▸ Work request
Which of the lines below hold "wherever"? Please return each one.

▸ Data to use
*** Begin section ***
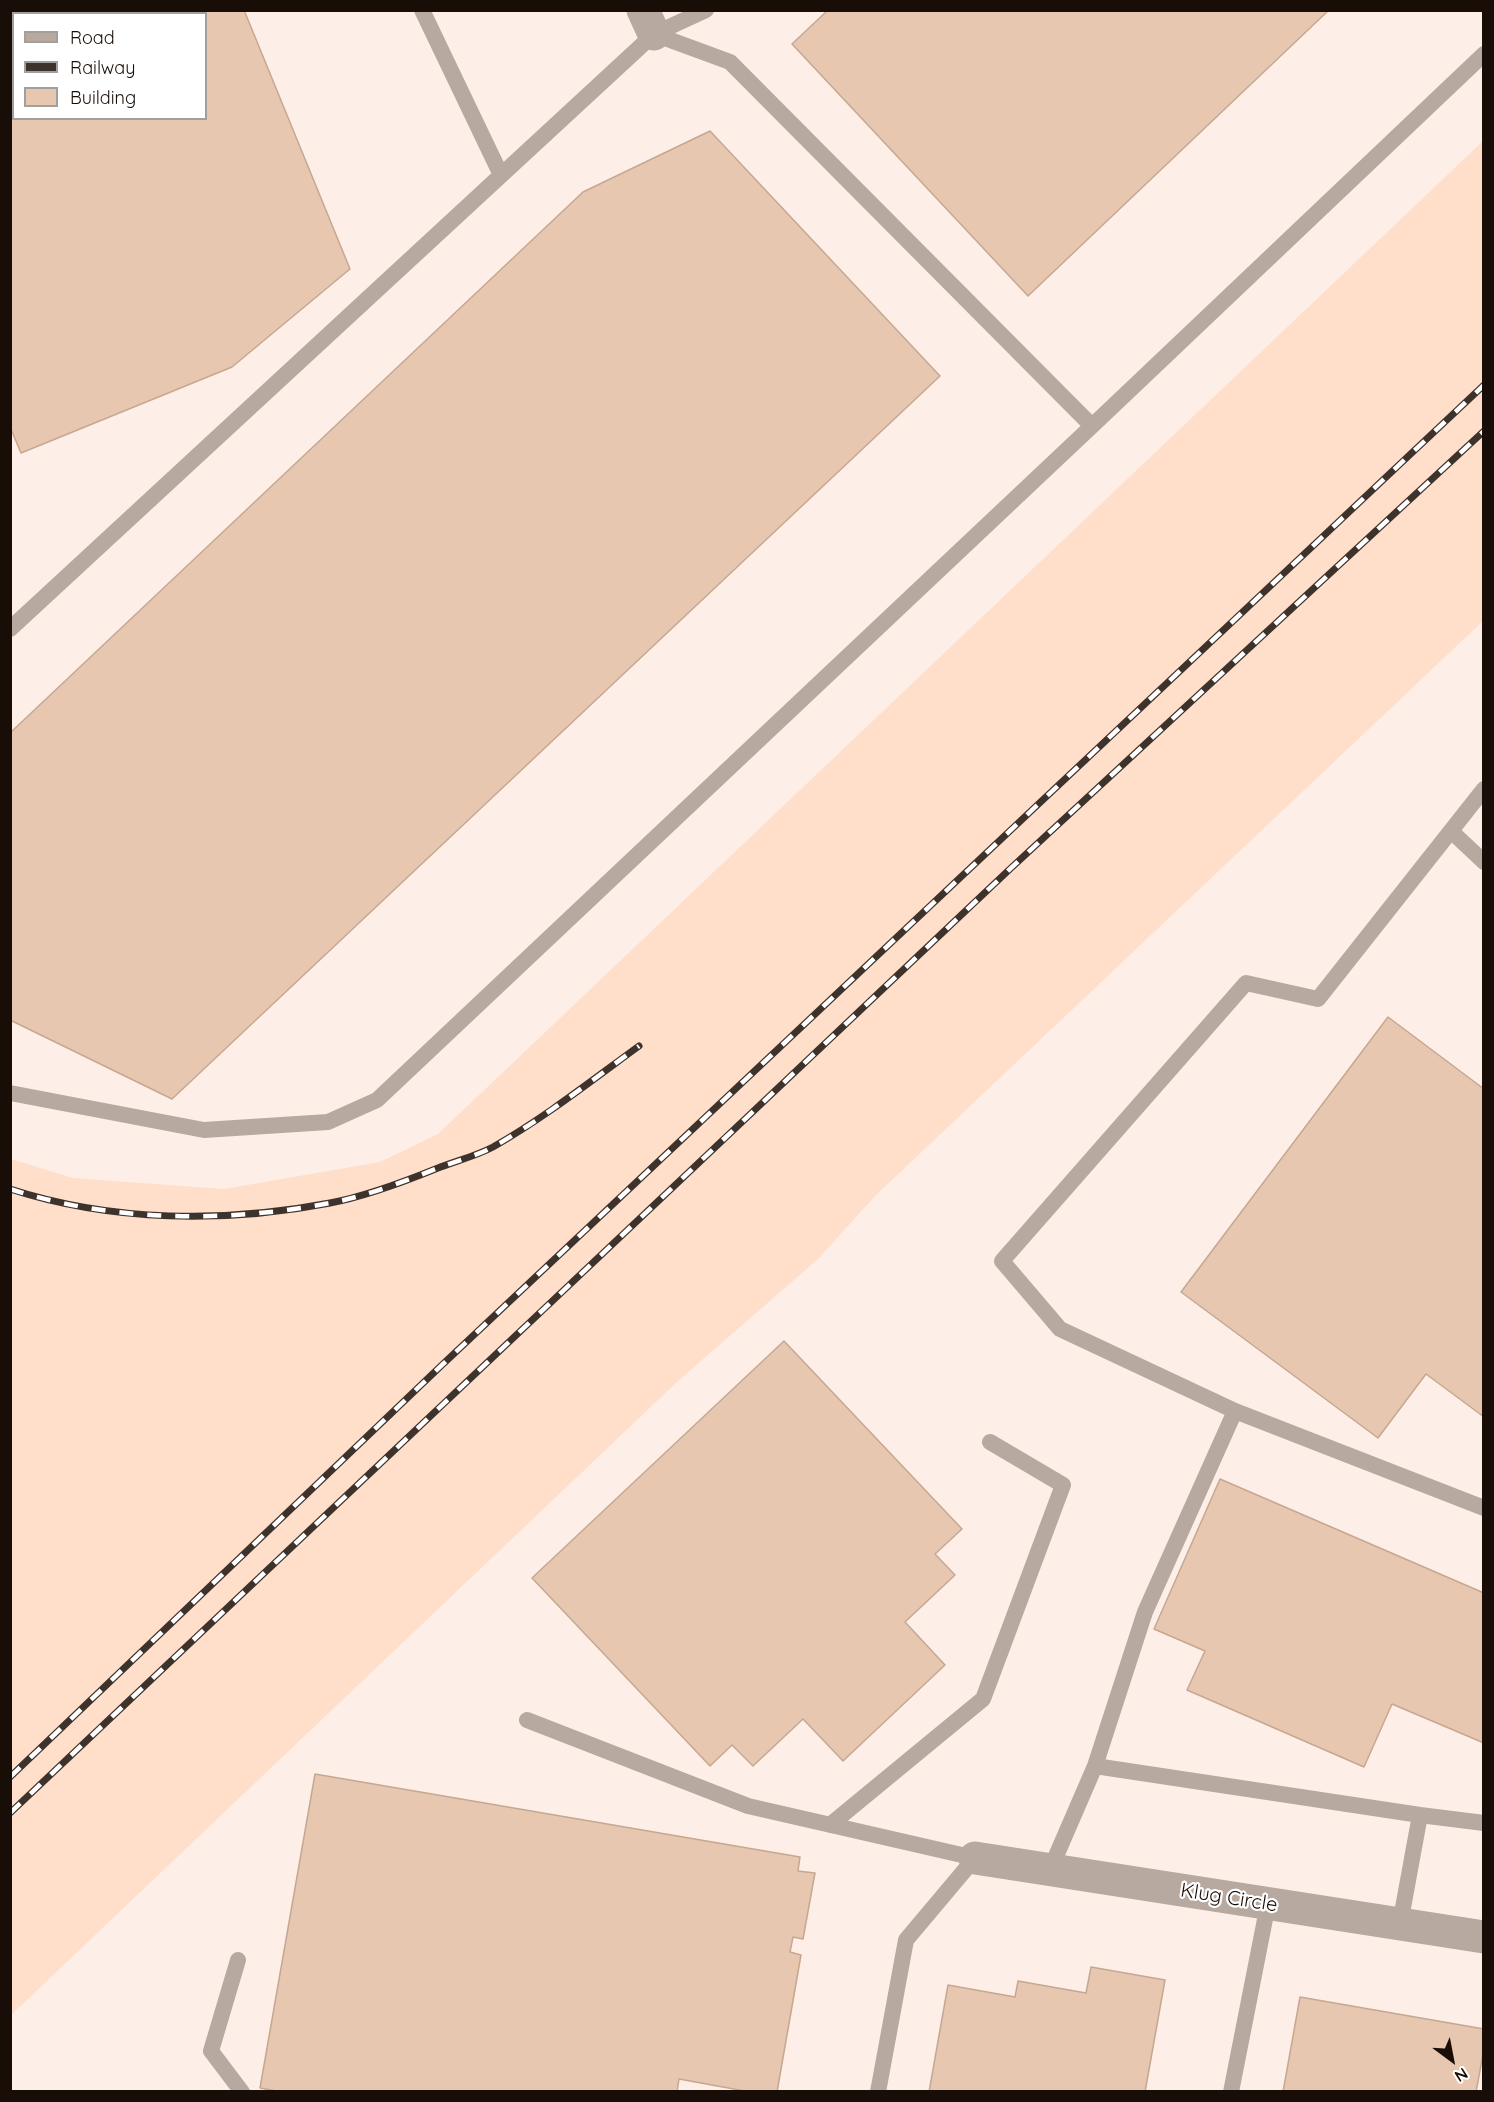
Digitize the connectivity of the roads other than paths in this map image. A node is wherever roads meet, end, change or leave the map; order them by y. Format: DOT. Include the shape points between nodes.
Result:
graph roads {
  1 [pos="422,10"];
  2 [pos="706,10"];
  3 [pos="648,22"];
  4 [pos="1484,54"];
  5 [pos="501,175"];
  6 [pos="1092,426"];
  7 [pos="10,629"];
  8 [pos="1484,789"];
  9 [pos="1451,831"];
  10 [pos="1484,862"];
  11 [pos="10,1093"];
  12 [pos="1235,1411"];
  13 [pos="990,1442"];
  14 [pos="1484,1508"];
  15 [pos="527,1720"];
  16 [pos="1095,1767"];
  17 [pos="1420,1815"];
  18 [pos="1484,1823"];
  19 [pos="830,1825"];
  20 [pos="975,1858"];
  21 [pos="1050,1870"];
  22 [pos="1269,1904"];
  23 [pos="1400,1924"];
  24 [pos="1484,1937"];
  25 [pos="238,1960"];
  26 [pos="242,2091"];
  27 [pos="878,2091"];
  28 [pos="1232,2091"];
  1 -- 5 [label="lane"];
  2 -- 3 [label="lane"];
  3 -- 5 [label="lane"];
  3 -- 6 [label="lane" via="730,62"];
  4 -- 6 [label="lane"];
  5 -- 7 [label="lane"];
  6 -- 11 [label="lane" via="377,1100 328,1122 204,1130"];
  8 -- 9 [label="lane"];
  9 -- 10 [label="lane"];
  9 -- 12 [label="lane" via="1318,999 1246,983 1002,1261 1060,1329"];
  12 -- 14 [label="lane"];
  12 -- 16 [label="lane" via="1145,1612"];
  13 -- 19 [label="lane" via="1063,1485 983,1699"];
  15 -- 19 [label="lane" via="748,1806"];
  16 -- 17 [label="lane"];
  16 -- 21 [label="lane"];
  17 -- 18 [label="lane"];
  17 -- 23 [label="lane"];
  19 -- 20 [label="lane"];
  20 -- 21 [label="street, Klug Circle"];
  20 -- 27 [label="lane" via="906,1940"];
  21 -- 22 [label="street, Klug Circle"];
  22 -- 23 [label="street, Klug Circle"];
  22 -- 28 [label="lane"];
  23 -- 24 [label="street, Klug Circle"];
  25 -- 26 [label="lane" via="212,2051"];
}
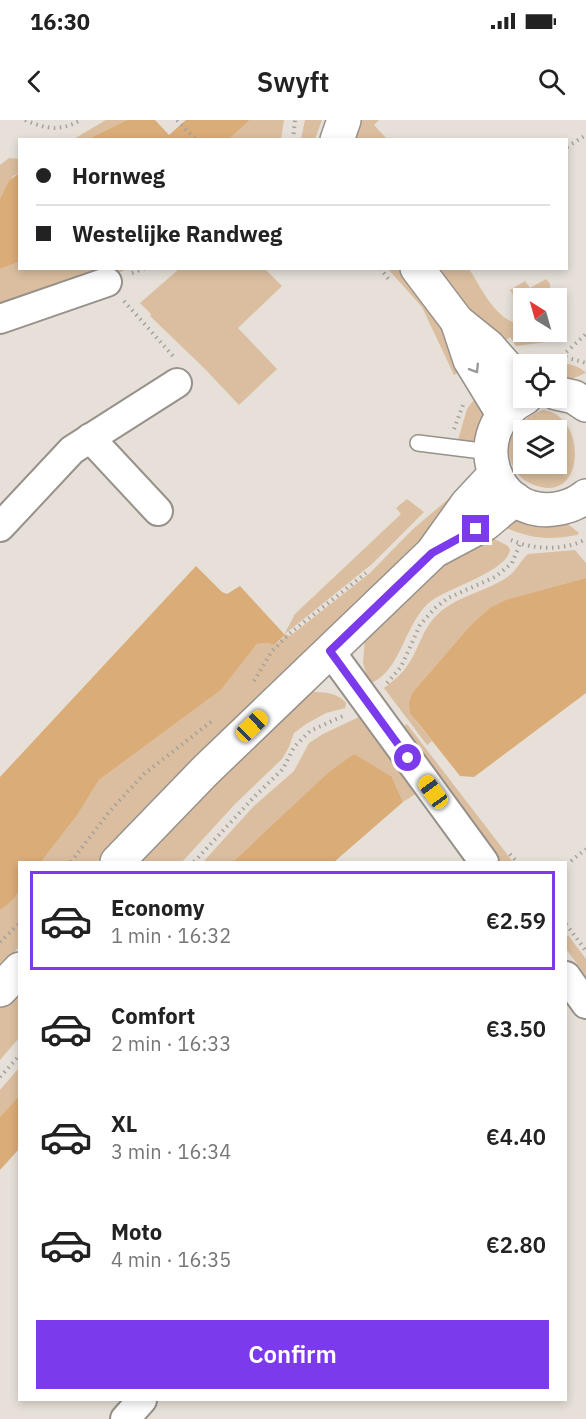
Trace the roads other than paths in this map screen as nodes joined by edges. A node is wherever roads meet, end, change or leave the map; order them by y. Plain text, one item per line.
*** End section ***
▸ Response below
Digitize the connectivity of the roads other than paths in this map image. A node is wherever roads meet, end, change or leave the map; order them by y. Format: DOT. Include the shape points between nodes.
Trace the roads other than paths in this map screen as nodes joined by edges. A node is wherever roads meet, end, change or leave the map; order them by y. Plain text, one item per line.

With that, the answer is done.